第2話 チラリズムは突然に
「うわああっ!本当に出て来た!」
メガネをかけた中年の男性が、驚きのあまり椅子からずり落ちながら奇声をあげている。隣の机に座る若い女性は、呆気にとられた様子で呆然とこちらを見つめていた。
そこは、残業していた六本木のオフィスビルとは、似ても似つかない部屋だった。板張りの床に、石材を積んでつくられた壁。書類がうず高く積まれた机や、ボロボロの本が無造作に突っ込まれた本棚、巨大な水晶球やら理科実験道具のようなものが所狭しと並べられた机など、とにかく散らかっている。古臭いカビの匂いのする、乱雑な部屋だった。
その部屋の中央、申し訳程度に空けられた狭いスペースに、俺は座っていた。木製の簡素なスツールに腰掛けていた。服装は、さっきまで来ていたグレーのパーカーとジーンズのままだ。自分自身に変化はない。ただ、周囲の環境が一変していた。
「えっと、応募してくれた方、かしら...」
女性の方がやっと口を開いた。一見した印象は派手だ。

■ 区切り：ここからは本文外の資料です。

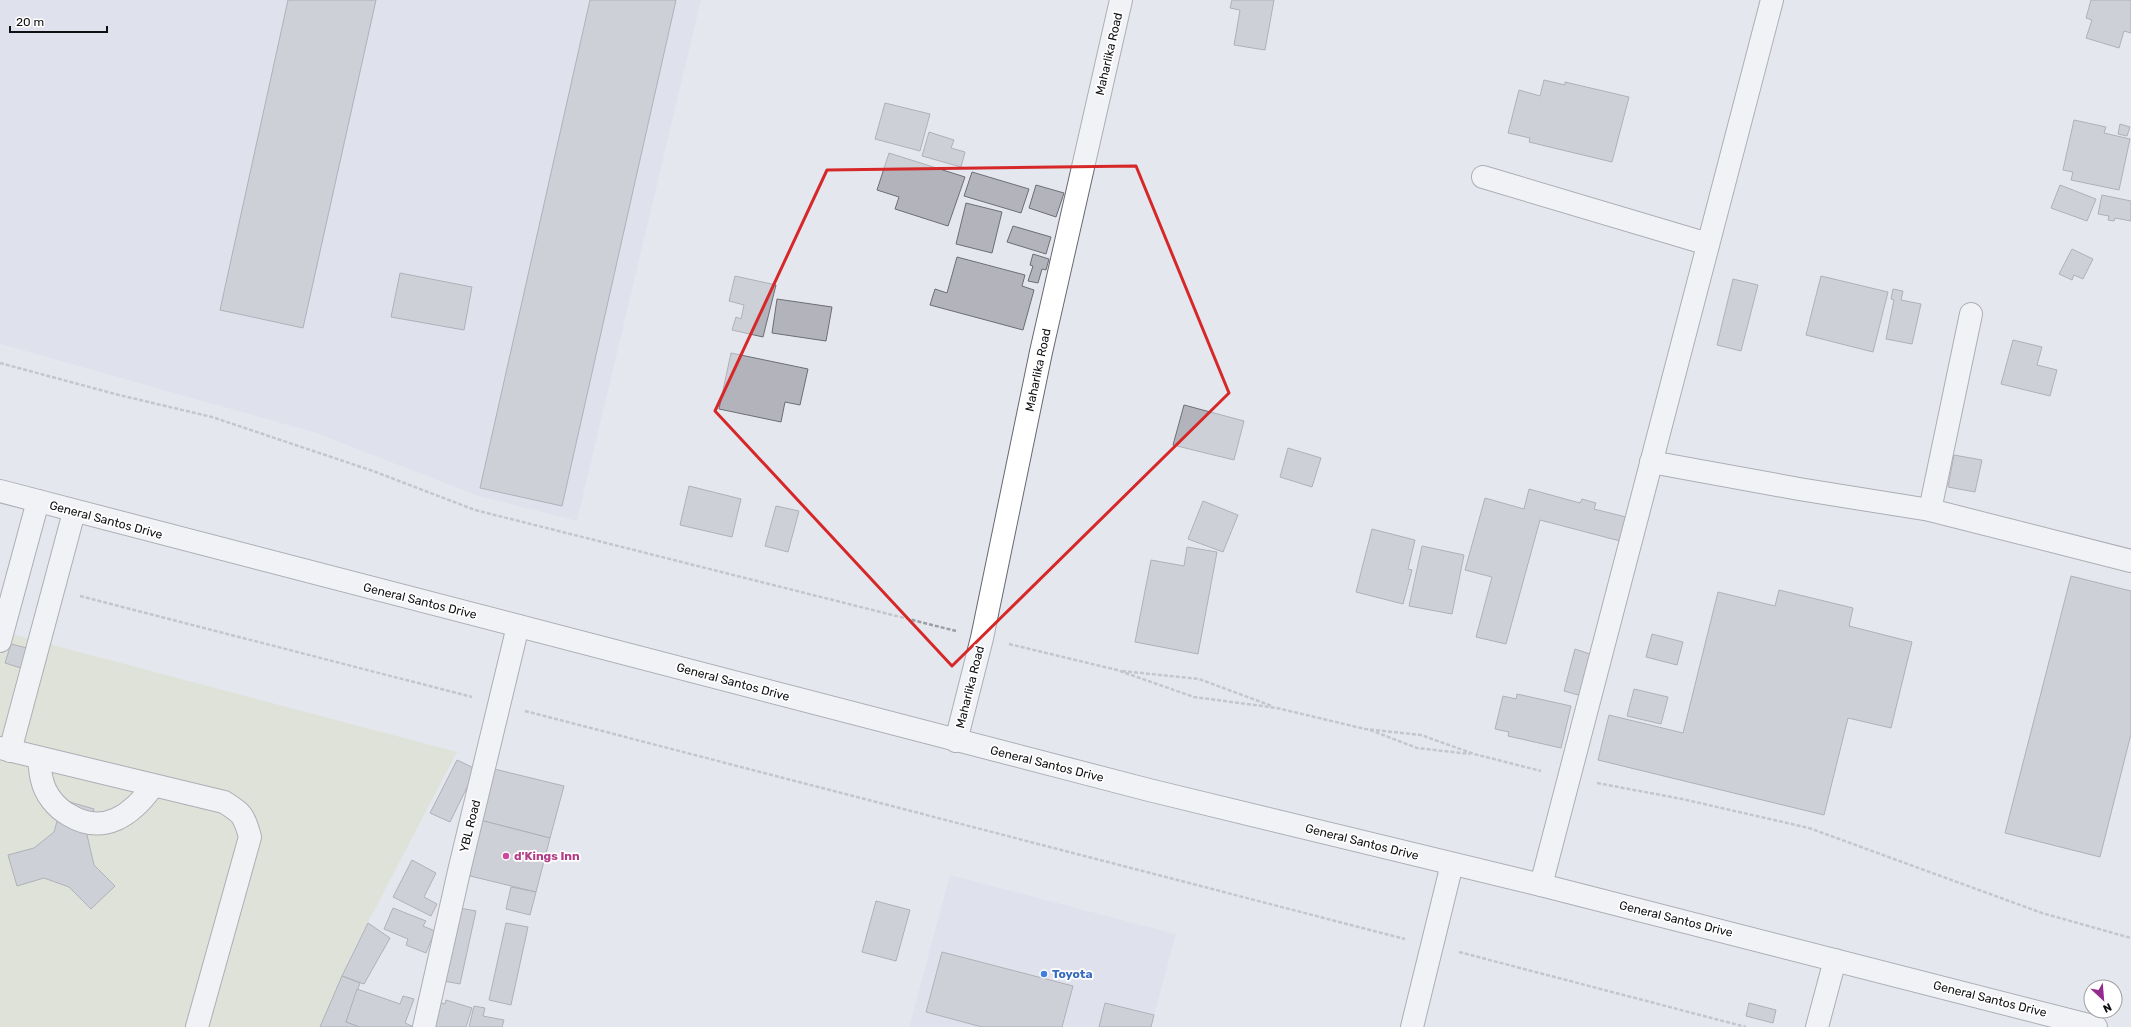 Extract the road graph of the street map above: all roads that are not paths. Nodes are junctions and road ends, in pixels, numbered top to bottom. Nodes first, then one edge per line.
1 (1121, 0) edge
2 (1772, 0) edge
3 (1483, 177) dead end
4 (1708, 244) junction
5 (1971, 314) dead end
6 (1651, 462) junction
7 (0, 491) edge
8 (38, 501) junction
9 (1930, 510) junction
10 (74, 512) junction
11 (2131, 561) edge
12 (518, 626) junction
13 (0, 641) edge
14 (956, 741) junction
15 (5, 750) edge
16 (39, 759) junction
17 (153, 786) junction
18 (1452, 864) junction
19 (1541, 885) junction
20 (1835, 960) junction
21 (197, 1027) edge
22 (424, 1027) edge
23 (1412, 1027) edge
24 (1817, 1027) edge
25 (2096, 1027) edge

1 - 14 main road, Maharlika Road
2 - 4 main road
3 - 4 main road
4 - 6 main road
5 - 9 main road
6 - 9 main road
6 - 19 main road
7 - 8 main road, General Santos Drive
8 - 10 main road, General Santos Drive
8 - 13 main road
9 - 11 main road
10 - 12 main road, General Santos Drive
10 - 15 main road
12 - 14 main road, General Santos Drive
12 - 22 main road, YBL Road
14 - 18 main road, General Santos Drive
15 - 16 main road
16 - 17 main road
16 - 17 main road
17 - 21 main road
18 - 19 main road, General Santos Drive
18 - 23 main road
19 - 20 main road, General Santos Drive
20 - 24 main road
20 - 25 main road, General Santos Drive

明るい茶色の髪はくるくる巻かれ、付けまつ毛が目の大きさを強調していた。薔薇の花の刺繍が散りばめられた黒のブラウスに、短い白のチュールスカートを履いている。いくら机を挟んで向こうに座っているとは言え、短いスカートで座っている時に膝を開いていたらパンツが見えるのは自然の摂理だ。鮮やかなピンク色だった。
「デザイナーの、チラリズムです」
パンツを凝視しているのがバレたのだと思った。下着が露出している状況を、自ら丁寧に説明いただいているのかもしれないと思った。いやしかし、普通自己紹介をする時は、まず名前からだろう。どこの世界に下着の露出状況から紹介する女性がいるんだ。しかも、チラリズムと言うには露出面積が大きめだったのだ。
「どちらかと言うと、モロリズムですよね」
挨拶代わりの小粋なジョークのつもりだった。みずから下着の露出状況の説明から入る斬新な自己紹介に、エスプリの効いた回答を返したつもりだった。しかし、どうやら失敗したようだ。彼女は俺の視線に気づき、慌ててスカートを両手で押さえてから怒り出した。
「め、面接官の下着覗くなんて...さ、最低っ!もう帰ってください!」
「まあまあ、チラちゃん、やっと来てくれた応募者なんですから、落ち着いて落ち着いて」
そう中年の男がなだめる。白髪交じりの優しそうな中年男性だ。椅子からずり落ちた拍子にずれたメガネを直しながら、まあまあのポーズを決めている。
「でもヤンさん、この人失礼すぎますよっ!」
女はぷりぷり怒りながら膝を揃えて椅子に座り直し、チュールスカートの裾を整えている。しばらくなだめていた中年男性も観念したのか、こちらに向き直って自己紹介を始めた。
「私はヤンと申します。王室直属の情報システム通信部隊で隊長を務めさせていただいています。そして、こっちの女性が同部隊所属のデザイナーで、チラリズムと申します。」
この状況に陥ってから、星の数ほどあった疑問のやっと1つが氷解した。チラリズムは名前だったんだ。やっぱり自己紹介は名前からだった。
「どうも、初めまして
「どうもどうも、まさか本当に応募いただける方が現れるとは。少々驚いてしまいましたよ。」
「こちらこそ、もう何がなんだかさっぱりで。驚いたというよりは、わからないことだらけです。そもそもここは、どこなんですか?」
「そうですよね、説明がまだでしたね。これはこれは、失礼いたしました。」
そうして、ヤンと名乗る中年の男性が、静かに語り始めた。